**GOAL OF THE EXERCISE:** Across the records below, how many lines contain the string "main"? Give the number by itself.

Stored items:
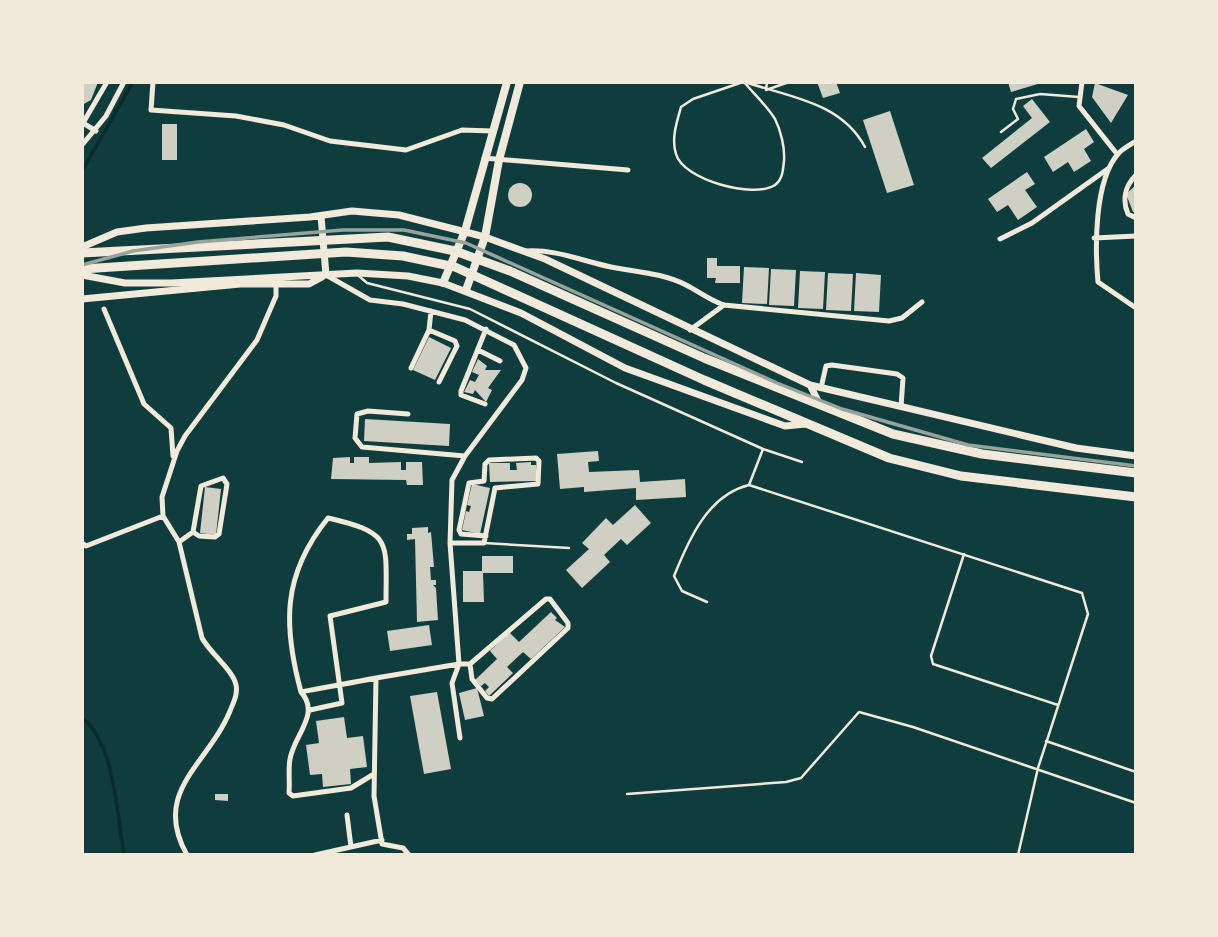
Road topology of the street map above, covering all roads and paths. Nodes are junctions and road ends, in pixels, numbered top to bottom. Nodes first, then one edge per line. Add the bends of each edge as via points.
1 (107, 82) edge
2 (152, 82) edge
3 (507, 82) edge
4 (520, 82) edge
5 (744, 82) edge
6 (767, 82) edge
7 (789, 82) edge
8 (1082, 82) edge
9 (122, 83) edge
10 (766, 90) junction
11 (1079, 97) junction
12 (83, 123) edge
13 (96, 131) junction
14 (492, 131) junction
15 (1000, 132) dead end
16 (1136, 141) edge
17 (82, 145) edge
18 (865, 147) dead end
19 (1117, 154) junction
20 (484, 158) junction
21 (499, 160) junction
22 (1112, 166) junction
23 (628, 170) dead end
24 (1136, 175) edge
25 (321, 216) junction
26 (1136, 218) edge
27 (465, 231) junction
28 (1136, 236) edge
29 (485, 237) junction
30 (1094, 238) junction
31 (1000, 239) dead end
32 (82, 247) edge
33 (523, 251) junction
34 (82, 253) edge
35 (82, 269) edge
36 (357, 273) junction
37 (82, 275) edge
38 (326, 275) junction
39 (276, 283) junction
40 (443, 283) junction
41 (466, 290) junction
42 (82, 299) edge
43 (922, 302) dead end
44 (724, 305) junction
45 (1136, 308) edge
46 (104, 309) dead end
47 (431, 311) junction
48 (429, 330) junction
49 (486, 330) junction
50 (690, 330) junction
51 (478, 350) junction
52 (500, 362) dead end
53 (411, 368) dead end
54 (439, 382) dead end
55 (810, 385) junction
56 (821, 388) junction
57 (819, 402) junction
58 (485, 404) dead end
59 (901, 407) junction
60 (408, 414) dead end
61 (811, 424) junction
62 (763, 449) junction
63 (465, 456) junction
64 (1136, 456) edge
65 (173, 462) junction
66 (802, 462) dead end
67 (1136, 473) edge
68 (485, 481) junction
69 (749, 485) junction
70 (495, 488) junction
71 (1136, 497) edge
72 (163, 516) junction
73 (193, 532) junction
74 (485, 539) junction
75 (179, 542) junction
76 (82, 543) edge
77 (450, 543) junction
78 (569, 548) dead end
79 (964, 554) junction
80 (707, 602) dead end
81 (459, 664) junction
82 (470, 664) junction
83 (376, 678) junction
84 (339, 685) junction
85 (301, 692) junction
86 (1058, 705) junction
87 (310, 710) junction
88 (460, 738) dead end
89 (1046, 741) junction
90 (1038, 768) junction
91 (1136, 772) edge
92 (374, 774) junction
93 (627, 794) dead end
94 (1136, 803) edge
95 (347, 816) dead end
96 (382, 840) junction
97 (351, 847) junction
98 (187, 855) edge
99 (314, 855) edge
100 (409, 855) edge
101 (1018, 855) edge

1 - 12 street
2 - 14 street via 151,110 236,116 284,125 330,141 407,150 462,130
3 - 14 main road
4 - 21 main road
5 - 5 lane via 681,107 675,128 676,154 682,166 700,178 762,190 776,184 782,175 785,149 775,120
5 - 10 lane
6 - 10 lane
7 - 10 lane
8 - 11 street
9 - 13 street
10 - 18 lane via 835,113
11 - 15 lane via 1040,94 1016,100 1017,119
11 - 19 street via 1079,106
12 - 13 street
13 - 17 street
14 - 20 main road
16 - 19 street
19 - 22 street
20 - 21 street
20 - 27 main road
21 - 23 street
21 - 29 main road
22 - 30 street
22 - 31 street via 1032,223
24 - 26 street via 1124,194 1124,206
25 - 27 street via 352,211 399,215
25 - 32 street via 117,232
25 - 38 street
27 - 29 street
27 - 40 main road
28 - 30 street
29 - 33 street
29 - 41 main road
30 - 45 street via 1098,282
33 - 44 street via 549,250 613,268 638,270 685,284
33 - 50 street
34 - 57 highway via 388,237 455,251 510,271
35 - 61 highway via 346,253 403,256 455,267
36 - 38 street
36 - 40 street
36 - 62 lane via 368,283 470,309
37 - 38 street via 125,283
38 - 39 street via 309,284
38 - 47 street via 370,300
39 - 42 street
39 - 65 street via 276,296 257,340 185,436
40 - 41 street
41 - 61 street via 521,313 625,368 785,426
43 - 44 street via 902,318 890,321
44 - 50 street
46 - 65 street via 144,404 171,428
47 - 48 street
47 - 49 street
48 - 53 street
48 - 54 street via 457,346
49 - 51 street
49 - 63 street via 514,345 526,368 501,411
50 - 55 street
51 - 52 street
51 - 58 street via 461,395
55 - 56 street
55 - 57 street
56 - 59 street
56 - 59 street via 826,366 897,374 903,378
57 - 67 highway via 872,426 930,444
59 - 64 street via 1076,448
60 - 63 street via 357,414 355,438 362,447
61 - 71 highway via 889,458 951,474
62 - 66 lane
62 - 69 lane
63 - 77 street via 452,480
65 - 72 street via 162,498
68 - 70 street
68 - 70 street via 489,460 539,461 538,484
68 - 74 street via 469,483 459,530
69 - 79 lane
69 - 80 lane via 730,489 691,533 674,576 682,591
70 - 74 street
72 - 75 street
72 - 76 street via 101,543
73 - 73 street via 199,536 219,534 227,484 223,478 201,486
73 - 75 street
74 - 77 street
74 - 78 lane
75 - 98 street via 202,638 236,684 226,722 175,803 177,838
77 - 81 street
79 - 86 lane via 1082,593 1088,614
79 - 86 lane via 931,656 933,664
81 - 82 street
81 - 83 street
81 - 88 street via 452,683
82 - 82 street via 546,599 568,623 568,628 492,699 472,679
83 - 84 street
83 - 92 street
84 - 85 street
84 - 85 street via 331,615 386,602 386,551 379,537 365,527 328,519 315,535 288,603 291,653
84 - 87 street via 342,703
85 - 87 street
86 - 89 lane
87 - 92 street via 290,758 289,793 351,788
89 - 90 lane
89 - 91 lane
90 - 93 lane via 859,712 802,778
90 - 94 lane
90 - 101 lane
92 - 96 street
95 - 97 street
96 - 97 street
96 - 100 street
97 - 99 street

**FINISHED EXERCISE:** 7